Local SEO

"Near me": how to show up when someone searches for your service in your town

"Near me": how to show up when someone searches for your service in your town

When someone pulls out their phone and types "dentist near me" or "best tacos near me," something important is happening: they are not browsing, they are buying. They have a need right now and they are looking at whoever Google puts in front of them. If that is you, you get the call. If it is the shop two streets over, they do.

So "near me" searches are some of the most valuable traffic a local business can get. The reassuring part is that you do not have to outrank the whole internet to win them. You only have to be the most relevant, nearby, well-regarded option for the handful of people searching in your actual area. Here is how Google decides that, and how to nudge the answer in your favor.

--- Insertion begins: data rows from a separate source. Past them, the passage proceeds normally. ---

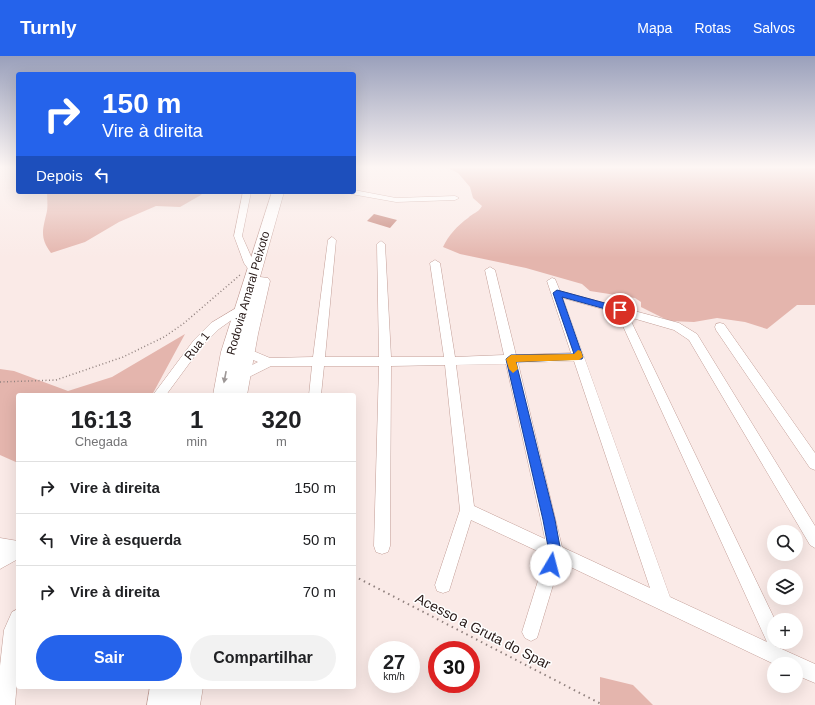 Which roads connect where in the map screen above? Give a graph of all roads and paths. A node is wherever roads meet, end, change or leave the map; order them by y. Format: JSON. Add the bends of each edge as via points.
{"nodes":[{"id":1,"x":246,"y":197,"type":"edge"},
{"id":2,"x":276,"y":197,"type":"edge"},
{"id":3,"x":287,"y":197,"type":"edge"},
{"id":4,"x":377,"y":197,"type":"edge"},
{"id":5,"x":455,"y":198,"type":"dead end"},
{"id":6,"x":332,"y":240,"type":"dead end"},
{"id":7,"x":380,"y":244,"type":"dead end"},
{"id":8,"x":435,"y":263,"type":"dead end"},
{"id":9,"x":250,"y":264,"type":"junction"},
{"id":10,"x":490,"y":270,"type":"dead end"},
{"id":11,"x":243,"y":307,"type":"junction"},
{"id":12,"x":620,"y":310,"type":"junction"},
{"id":13,"x":720,"y":327,"type":"dead end"},
{"id":14,"x":246,"y":352,"type":"junction"},
{"id":15,"x":579,"y":357,"type":"junction"},
{"id":16,"x":511,"y":359,"type":"junction"},
{"id":17,"x":384,"y":361,"type":"junction"},
{"id":18,"x":450,"y":361,"type":"junction"},
{"id":19,"x":269,"y":362,"type":"junction"},
{"id":20,"x":318,"y":362,"type":"junction"},
{"id":21,"x":241,"y":376,"type":"junction"},
{"id":22,"x":0,"y":382,"type":"edge"},
{"id":23,"x":160,"y":393,"type":"edge"},
{"id":24,"x":222,"y":393,"type":"edge"},
{"id":25,"x":238,"y":393,"type":"edge"},
{"id":26,"x":315,"y":393,"type":"edge"},
{"id":27,"x":815,"y":464,"type":"edge"},
{"id":28,"x":467,"y":510,"type":"junction"},
{"id":29,"x":815,"y":540,"type":"edge"},
{"id":30,"x":0,"y":546,"type":"edge"},
{"id":31,"x":382,"y":546,"type":"dead end"},
{"id":32,"x":16,"y":549,"type":"edge"},
{"id":33,"x":16,"y":550,"type":"edge"},
{"id":34,"x":555,"y":552,"type":"junction"},
{"id":35,"x":0,"y":561,"type":"edge"},
{"id":36,"x":356,"y":577,"type":"edge"},
{"id":37,"x":443,"y":585,"type":"dead end"},
{"id":38,"x":664,"y":603,"type":"junction"},
{"id":39,"x":767,"y":622,"type":"edge"},
{"id":40,"x":16,"y":623,"type":"edge"},
{"id":41,"x":531,"y":632,"type":"dead end"},
{"id":42,"x":781,"y":649,"type":"edge"},
{"id":43,"x":779,"y":657,"type":"edge"},
{"id":44,"x":787,"y":657,"type":"edge"},
{"id":45,"x":803,"y":668,"type":"edge"},
{"id":46,"x":815,"y":674,"type":"edge"},
{"id":47,"x":164,"y":689,"type":"edge"},
{"id":48,"x":189,"y":689,"type":"edge"},
{"id":49,"x":6,"y":705,"type":"edge"},
{"id":50,"x":161,"y":705,"type":"edge"},
{"id":51,"x":186,"y":705,"type":"edge"},
{"id":52,"x":603,"y":705,"type":"edge"}],
"edges":[{"from":1,"to":9,"type":"street","via":[[238,236]]},
{"from":2,"to":9,"type":"highway","name":"Rodovia Amaral Peixoto","via":[[260,251]]},
{"from":3,"to":14,"type":"highway","name":"Rodovia Amaral Peixoto"},
{"from":4,"to":5,"type":"street","via":[[396,200]]},
{"from":6,"to":20,"type":"street"},
{"from":7,"to":17,"type":"street"},
{"from":8,"to":18,"type":"street"},
{"from":9,"to":11,"type":"highway","name":"Rodovia Amaral Peixoto"},
{"from":9,"to":22,"type":"path","via":[[183,324],[147,346],[56,380]]},
{"from":10,"to":16,"type":"street"},
{"from":11,"to":23,"type":"street","name":"Rua 1","via":[[214,326]]},
{"from":11,"to":24,"type":"highway","name":"Rodovia Amaral Peixoto","one_way":true,"via":[[230,352]]},
{"from":12,"to":15,"type":"street","via":[[554,287]]},
{"from":12,"to":29,"type":"street","via":[[680,327],[692,337]]},
{"from":12,"to":39,"type":"street"},
{"from":13,"to":27,"type":"street"},
{"from":14,"to":19,"type":"street"},
{"from":14,"to":21,"type":"highway","name":"Rodovia Amaral Peixoto"},
{"from":15,"to":16,"type":"street"},
{"from":15,"to":38,"type":"street"},
{"from":16,"to":18,"type":"street"},
{"from":16,"to":34,"type":"street"},
{"from":17,"to":18,"type":"street"},
{"from":17,"to":20,"type":"street"},
{"from":17,"to":31,"type":"street"},
{"from":18,"to":28,"type":"street"},
{"from":19,"to":20,"type":"street"},
{"from":19,"to":21,"type":"street"},
{"from":20,"to":26,"type":"street"},
{"from":21,"to":25,"type":"highway","name":"Rodovia Amaral Peixoto"},
{"from":28,"to":34,"type":"street"},
{"from":28,"to":37,"type":"street"},
{"from":30,"to":32,"type":"street"},
{"from":33,"to":35,"type":"street"},
{"from":34,"to":38,"type":"street"},
{"from":34,"to":41,"type":"street"},
{"from":36,"to":52,"type":"path","name":"Acesso a Gruta do Spar"},
{"from":38,"to":43,"type":"street"},
{"from":40,"to":49,"type":"street","via":[[13,630]]},
{"from":42,"to":44,"type":"street"},
{"from":45,"to":46,"type":"street"},
{"from":47,"to":50,"type":"highway"},
{"from":48,"to":51,"type":"highway"}]}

What "near me" really means to Google

First, a myth worth killing. You do not need the words "near me" anywhere on your website. Google already knows where the searcher is standing, thanks to their phone, so it quietly swaps "near me" for "near this exact location" and looks for the best businesses close by. Trying to cram "near me" into your pages does nothing except make them read strangely.

Instead, Google leans on three plain-English factors, which it spells out in its own explanation of how local results are ranked:

  • Relevance. How well your business matches what they searched for. A profile that clearly says "emergency plumber" matches "plumber near me" better than a vague one.
  • Distance. How far you are from where they are searching. You cannot change your address, but you can make sure Google knows exactly where you are and which areas you serve.
  • Prominence. How well known and well regarded you are, based on reviews, links, and overall reputation.
You do not need to be the biggest business in town. You need to be the most obviously relevant one within a short drive.

The three levers you can actually pull

Lever one: make your relevance obvious

Google can only match you to a search if it understands what you do. That understanding comes mostly from your Google Business Profile and your website. Choose accurate categories, list your specific services, and describe them in the words your customers actually use. If people search "24 hour locksmith" and your profile only says "locksmith," you are handing that search to someone else.

Lever two: pin down your location and service area

Distance is about being clearly placed on the map. Make sure your address is exact and consistent everywhere it appears online. If you travel to customers, set a proper service area listing the towns and neighborhoods you cover. This is the single biggest lever for businesses that serve a region rather than a single storefront, and it is where we see the fastest gains when we audit a local business that feels invisible.

Lever three: build quiet prominence

Prominence is the slow, durable one. It grows from real reviews, mentions of your business around the web, and the general sense that you are an established, trusted name. The most practical piece you control is reviews. A steady trickle of honest reviews, each one replied to, tells Google you are a real, active, well-liked business. Google's guidance on reviews is clear that you should ask genuinely and never pay for them.

The gentlest way to build reviews is to simply ask at the moment a customer is happiest, right after you have done good work for them. Most people are glad to help; they just never think to on their own. A short, friendly request, in person or by a follow-up message with a direct link, turns that goodwill into the exact signal Google is looking for. Do this steadily rather than in one big burst, and reply to each review as it lands, and prominence takes care of itself over time.

Why "near me" is winnable for small businesses

Here is the encouraging truth. Because distance matters so much, a "near me" search is really a small local contest, not a national one. You are only competing with the other businesses within a short radius of the searcher. A great national brand a hundred miles away is irrelevant to someone standing on your street. That is why a small, well-tended local business can genuinely outrank a much larger competitor for the searches that happen in its own backyard.

The businesses that win these searches are almost never doing anything clever. They have finished their profile, they are precise about where they are and who they serve, and they have earned a steady stream of honest reviews. That is the whole game.

A word on your website

Your profile does most of the heavy lifting for "near me" searches, but your website still matters, because Google cross-checks the two. If your site clearly states what you do and the areas you serve, in plain, honest language, it reinforces the story your profile tells. A visitor who clicks through from the map should immediately recognize the same business, the same services, and the same location. When the two disagree, Google gets less confident about showing you, and a confused customer bounces. Keeping the two in sync is one of the quiet fundamentals we check first when a local business tells us it feels invisible.

You do not need a fancy website to compete here. A clear, accurate one that matches your profile beats a beautiful one that contradicts it. The goal is simply that every place a customer or Google looks tells the same, true story about who you are and where you work.

Want to know if you're showing up for "near me" searches? MySEO tracks where you rank for the searches that matter in your town and tells you the one or two things to fix next.

See my local rankings →

What to do this week

  • Check that your Google Business Profile categories and services match the exact searches your customers use.
  • Confirm your address is exact and identical everywhere it appears online.
  • If you travel to customers, set or update your service area with the real towns you cover.
  • Ask two recent happy customers for a review, and reply to any you have not answered.
  • Do a "near me" search for your main service from your phone and note who shows up above you.